Another fairly substantial and unconventional change was made to the sound however – and it’s one that’s got a lot more in common with jazz than punk.
“This album is almost exclusively with flatwound strings,” he reveals. “Which was something that isn’t really done in our genre of music. I met up with Matt Sweeney, who does those Guitar Moves videos and he took me to a private beach in Malibu. We were looking out at the ocean, and he’s talking to me about guitar strings. He told me all the 60s recordings were done with flatwound strings, and that I should try it.”
It was revolutionary, especially in the writing process, Mehrtens insists. After the initial month of writing demos in early 2023, the band reconvened in full between January and March to flesh out the remainder of the songs before heading into pre-production with producer Nick Launay (L7, IDLES, Black Rebel Motorcycle Club, Anna Calvi, Nick Cave and the Bad Seeds).
“Because they’re flatwound, they don’t hurt your fingers as much, and they stay in tune a lot better,” he reveals. “So, when it came to writing, I had a lot more stamina to play for hours and hours, because my fingers never hurt, you know. They sort of shift your tone from being a focal lead instrument to more of an instrument that’s a member of the band.

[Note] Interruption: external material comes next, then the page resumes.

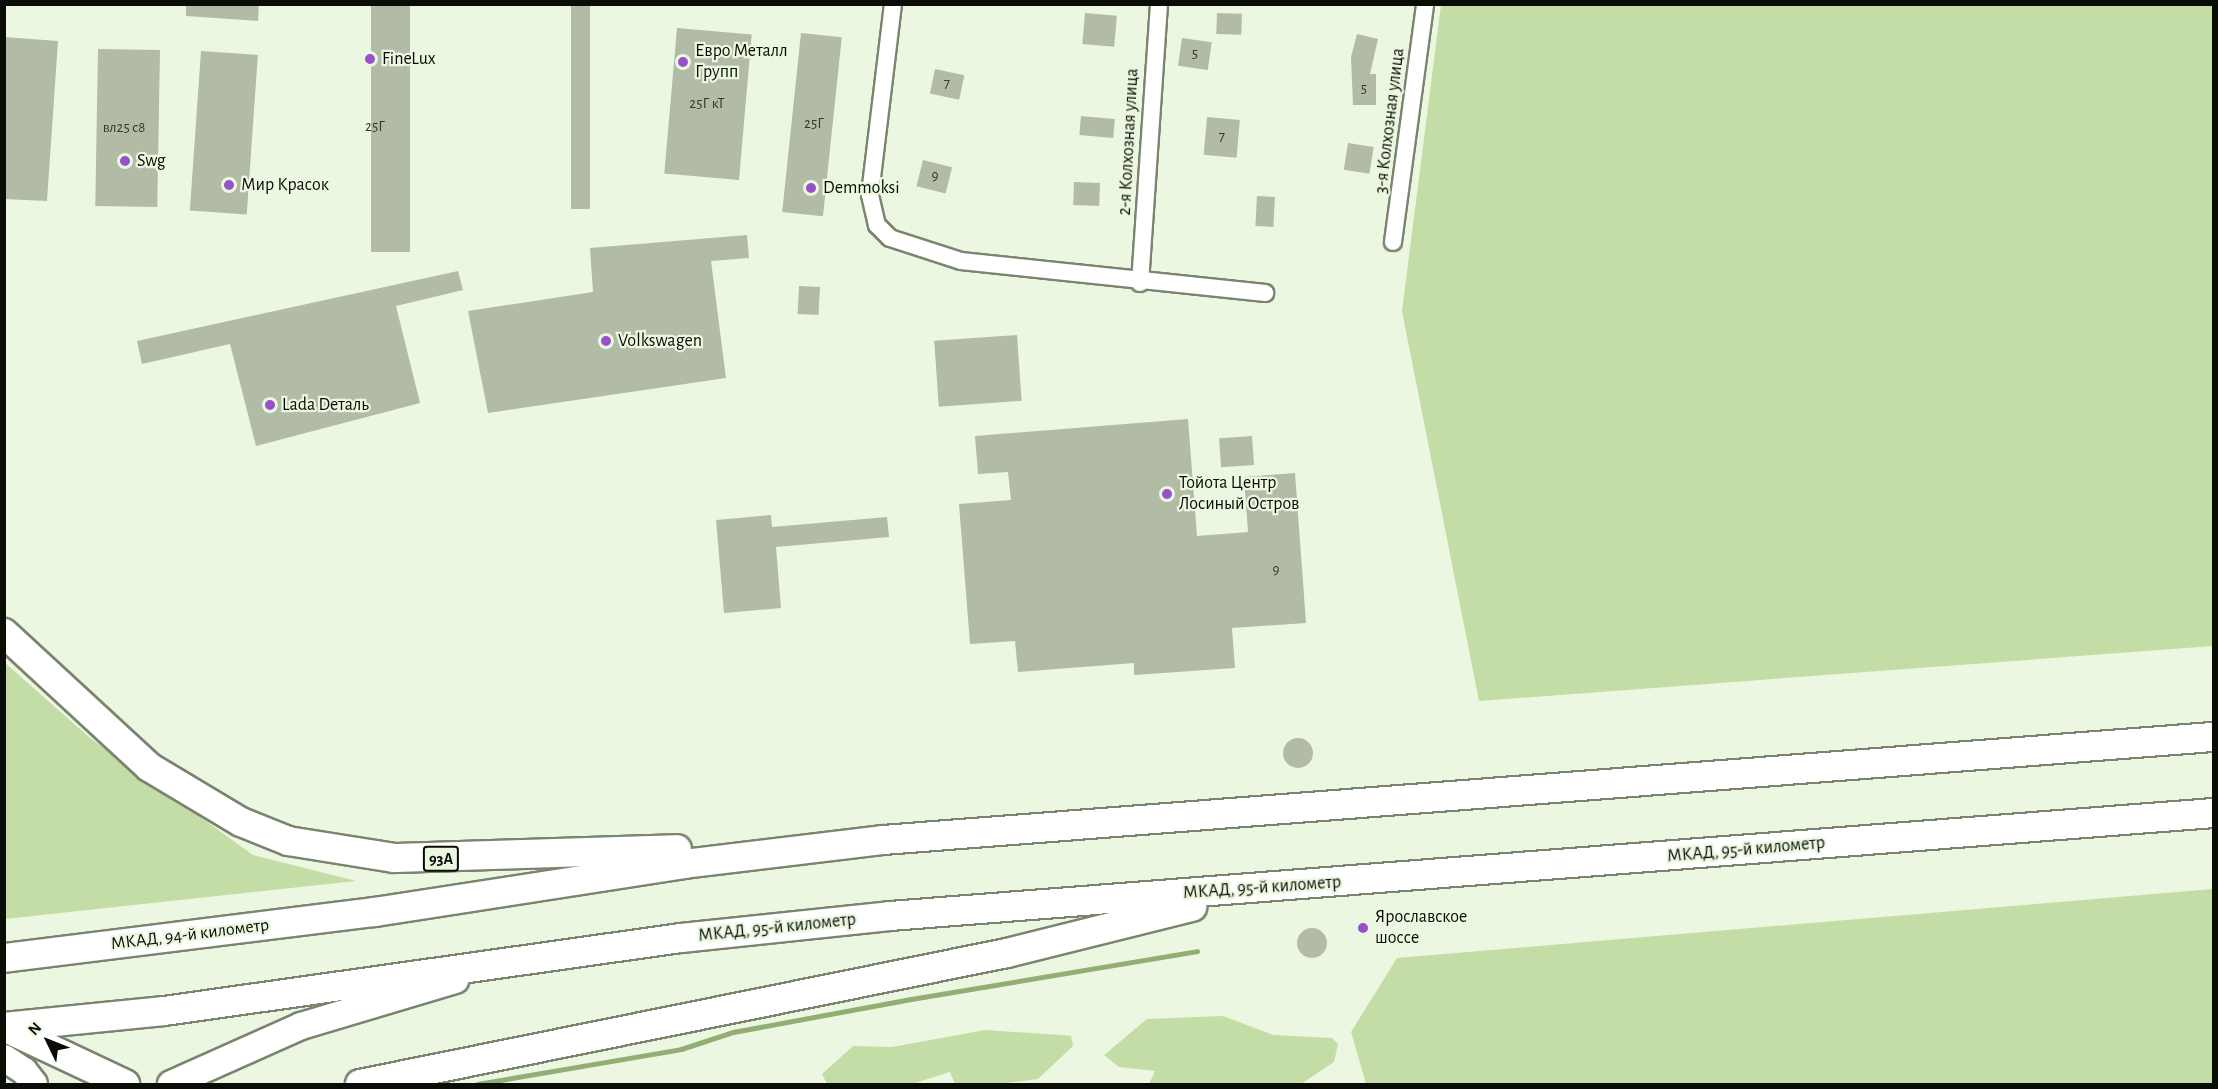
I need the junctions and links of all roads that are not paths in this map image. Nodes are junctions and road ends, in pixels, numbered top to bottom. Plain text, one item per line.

“If you were a rhythm guitarist and you didn’t have any lead lines, I would really recommend using flatwound strings, because the harmonics of the strings don’t clash with the more focal frequencies that a vocalist would have, or a lead instrument would have. When it came time to doing lead guitar lines, as soon as I brought out a roundwound string, then I would be able to sit atop of the music a lot better.”
Image: John Angus Stewart
Bring The Noise
There’s also a rare opportunity for Mehrtens to really stretch himself as a soloist on the track Pigs – but it’s not something the band do particularly intentionally.
“The initial idea of the solo is not knowing what to do next when we’re writing,” he admits, “And it ended up being beneficial to Amy, to give her a breather. Pigs is one of the very few tracks on the album that was done in the tracking process. Most of the solos were overdubbed, but that solo was done while tracking drums and bass. Nick [Launay] wanted to edit it to be as refined as the others, but I wanted to keep it as it was. He boosted the treble a lot to get it to how it sounds now – but it was inspired by Thunder And Lightning by Thin Lizzy.”

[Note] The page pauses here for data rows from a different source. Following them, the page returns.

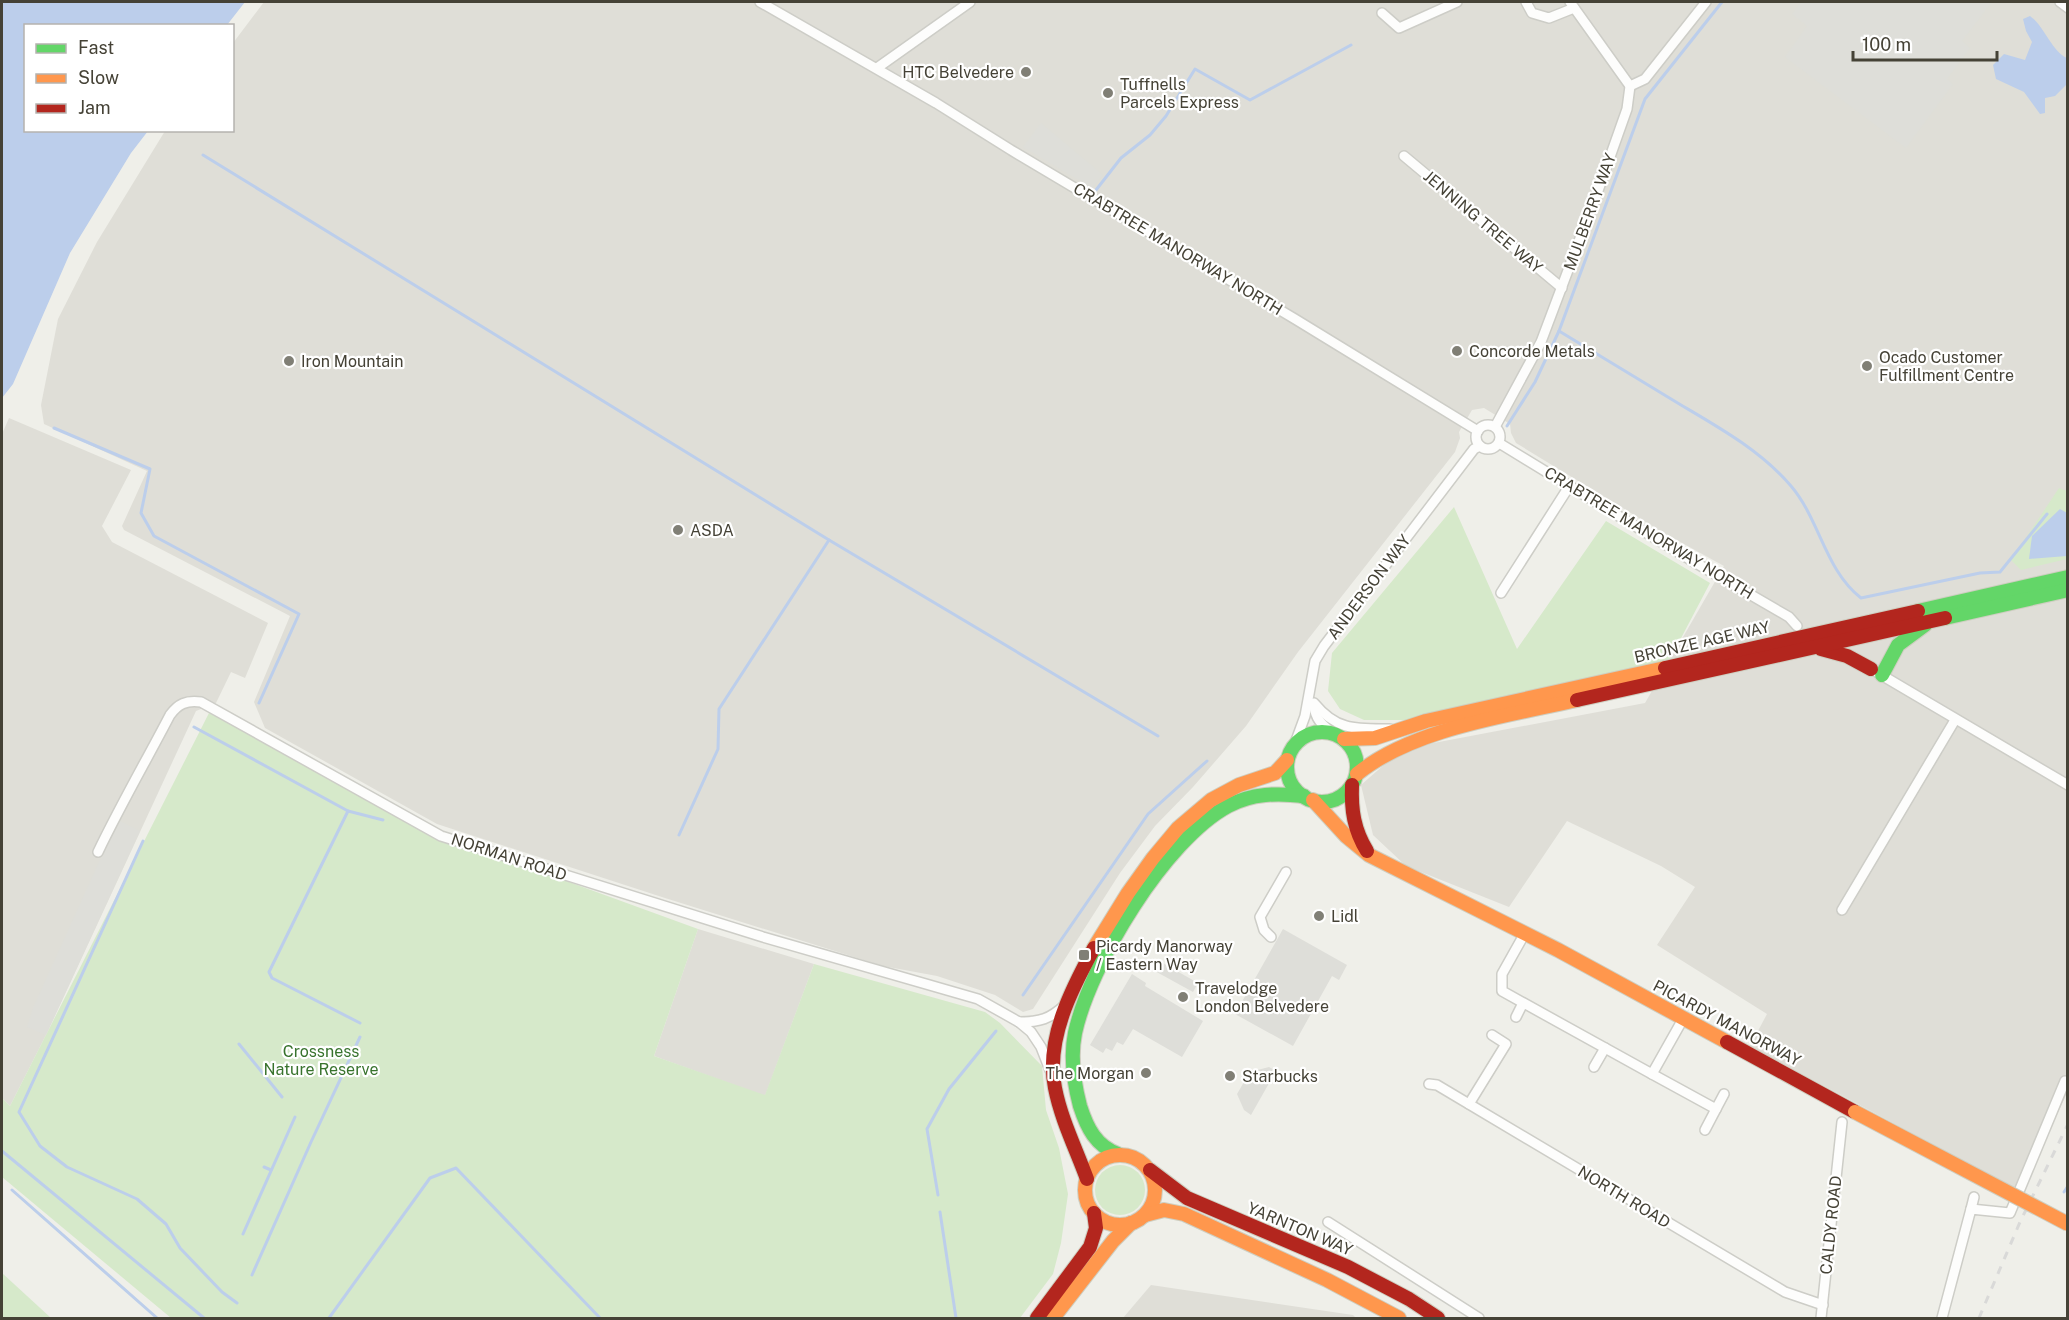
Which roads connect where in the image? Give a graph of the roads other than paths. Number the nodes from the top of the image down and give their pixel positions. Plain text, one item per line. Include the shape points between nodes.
1 (760, 2) edge
2 (970, 2) edge
3 (1457, 2) edge
4 (1526, 2) edge
5 (1707, 2) edge
6 (2060, 2) edge
7 (1572, 5) edge
8 (2067, 8) edge
9 (1383, 13) dead end
10 (877, 68) junction
11 (1630, 86) junction
12 (1404, 156) dead end
13 (1562, 288) junction
14 (1495, 428) junction
15 (1478, 431) junction
16 (1499, 443) junction
17 (1480, 446) junction
18 (1569, 485) junction
19 (2067, 577) edge
20 (2067, 590) edge
21 (1501, 593) dead end
22 (1930, 622) junction
23 (1797, 626) dead end
24 (1817, 647) junction
25 (1876, 672) junction
26 (1311, 691) junction
27 (1314, 703) junction
28 (1955, 720) junction
29 (1402, 729) junction
30 (1338, 736) junction
31 (1294, 746) junction
32 (1287, 760) junction
33 (1354, 780) junction
34 (2067, 785) edge
35 (1309, 798) junction
36 (98, 852) dead end
37 (1369, 855) junction
38 (1286, 872) dead end
39 (1842, 910) dead end
40 (1526, 933) junction
41 (1271, 937) dead end
42 (1069, 1001) junction
43 (1523, 1003) junction
44 (1516, 1017) dead end
45 (1014, 1019) junction
46 (1683, 1019) junction
47 (1492, 1035) dead end
48 (1605, 1048) junction
49 (1594, 1067) dead end
50 (1652, 1074) junction
51 (1053, 1075) junction
52 (2065, 1081) dead end
53 (1429, 1084) dead end
54 (1724, 1094) dead end
55 (1469, 1104) junction
56 (1716, 1109) junction
57 (1839, 1128) dead end
58 (1705, 1130) dead end
59 (1118, 1154) junction
60 (1150, 1170) junction
61 (1088, 1179) junction
62 (1974, 1197) dead end
63 (1971, 1209) junction
64 (1094, 1213) junction
65 (1145, 1215) junction
66 (1131, 1223) junction
67 (1330, 1224) dead end
68 (2067, 1224) edge
69 (1823, 1305) junction
70 (1055, 1317) edge
71 (1037, 1318) edge
72 (1399, 1318) edge
73 (1438, 1318) edge
74 (1479, 1318) edge
75 (1821, 1318) edge
76 (1942, 1318) edge

1 - 10 street, CRABTREE MANORWAY NORTH
2 - 10 street
3 - 9 street via 1399,28
4 - 7 street via 1532,13 1549,18
5 - 11 street via 1645,78
6 - 8 street
7 - 11 street
10 - 15 street, CRABTREE MANORWAY NORTH
11 - 13 street, MULBERRY WAY via 1627,108
12 - 13 street, JENNING TREE WAY
13 - 14 street, MULBERRY WAY via 1541,342
14 - 15 street via 1487,425
14 - 16 street
15 - 17 street via 1476,439
16 - 17 street via 1487,449
16 - 18 street, CRABTREE MANORWAY NORTH
17 - 26 street, ANDERSON WAY via 1332,635 1315,661
18 - 21 street
18 - 23 street, CRABTREE MANORWAY NORTH via 1789,617
19 - 29 main road, BRONZE AGE WAY
20 - 22 main road, BRONZE AGE WAY
22 - 24 main road, BRONZE AGE WAY
22 - 25 main road via 1898,645
24 - 25 main road via 1847,656
24 - 33 main road, BRONZE AGE WAY via 1462,726 1368,763
25 - 28 street
26 - 27 street
26 - 31 street, ANDERSON WAY
27 - 29 street via 1328,718 1347,728
27 - 30 street via 1320,723
28 - 34 street
28 - 39 street
29 - 30 main road, BRONZE AGE WAY via 1357,741
30 - 31 main road via 1312,733
30 - 33 main road via 1358,760
31 - 32 main road
32 - 35 main road via 1293,787
32 - 42 main road via 1276,772 1203,805 1177,828 1117,909
33 - 35 main road via 1343,795 1332,800
33 - 37 main road via 1350,810 1358,838
35 - 37 main road, PICARDY MANORWAY via 1343,835
35 - 59 main road via 1288,794 1254,796 1203,822 1183,842 1124,922 1095,975 1075,1033 1077,1095 1091,1134 1100,1145
36 - 45 street, NORMAN ROAD via 175,707 183,702 201,702 441,836 885,974 955,991
37 - 40 main road, PICARDY MANORWAY
38 - 41 street via 1260,917
40 - 43 street via 1502,974 1502,992
40 - 46 main road, PICARDY MANORWAY
42 - 45 street via 1052,1017 1034,1022
42 - 51 main road via 1056,1039
43 - 44 street
43 - 48 street
45 - 51 street, NORMAN ROAD via 1031,1032
46 - 50 street
46 - 68 main road, PICARDY MANORWAY, bridge
47 - 55 street via 1506,1044
48 - 49 street
48 - 50 street
50 - 56 street
51 - 61 main road via 1063,1115
52 - 63 street via 2010,1213
53 - 55 street, NORTH ROAD
54 - 56 street
55 - 69 street, NORTH ROAD via 1785,1292
56 - 58 street
57 - 69 street, CALDY ROAD
59 - 60 main road via 1134,1157
59 - 61 main road via 1098,1162
60 - 65 main road via 1155,1194
60 - 73 main road, YARNTON WAY via 1187,1198 1369,1278
61 - 64 main road via 1086,1196
62 - 63 street
63 - 76 street
64 - 66 main road via 1113,1224
64 - 71 main road via 1096,1228 1090,1247
65 - 66 main road
65 - 72 main road, YARNTON WAY via 1167,1209 1184,1214
66 - 70 main road
67 - 74 street
69 - 75 street, CALDY ROAD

More so than past albums, there’s a sense of funk driving some of the tracks on Cartoon Darkness – particularly on U Should Not Be Doing That. Mehrtens sounds delighted that Prince is referenced in relation to this track.
“We recorded at Studio 3 in Sunset Sound, where Prince recorded in the 80s,” he enthuses. “In terms of funk and dance, we’ve realised that we love that, and Amy really loves it, so we’ve leaned into it. We have to impress her. Amy responds mostly to the rhythm and the groove because she’s not a vocalist from the traditional melodic background. We write the riffs for Amy to sing on top of, so we have to impress her, I guess. You end up being creative when you’re this far into it, to sort of get Amy excited about the music.”
She’s not the only one getting excited about Cartoon Darkness – for Amyl and The Sniffers, by the time they’re back in the studio after “a few more years” on the road, they might have even more famous fans.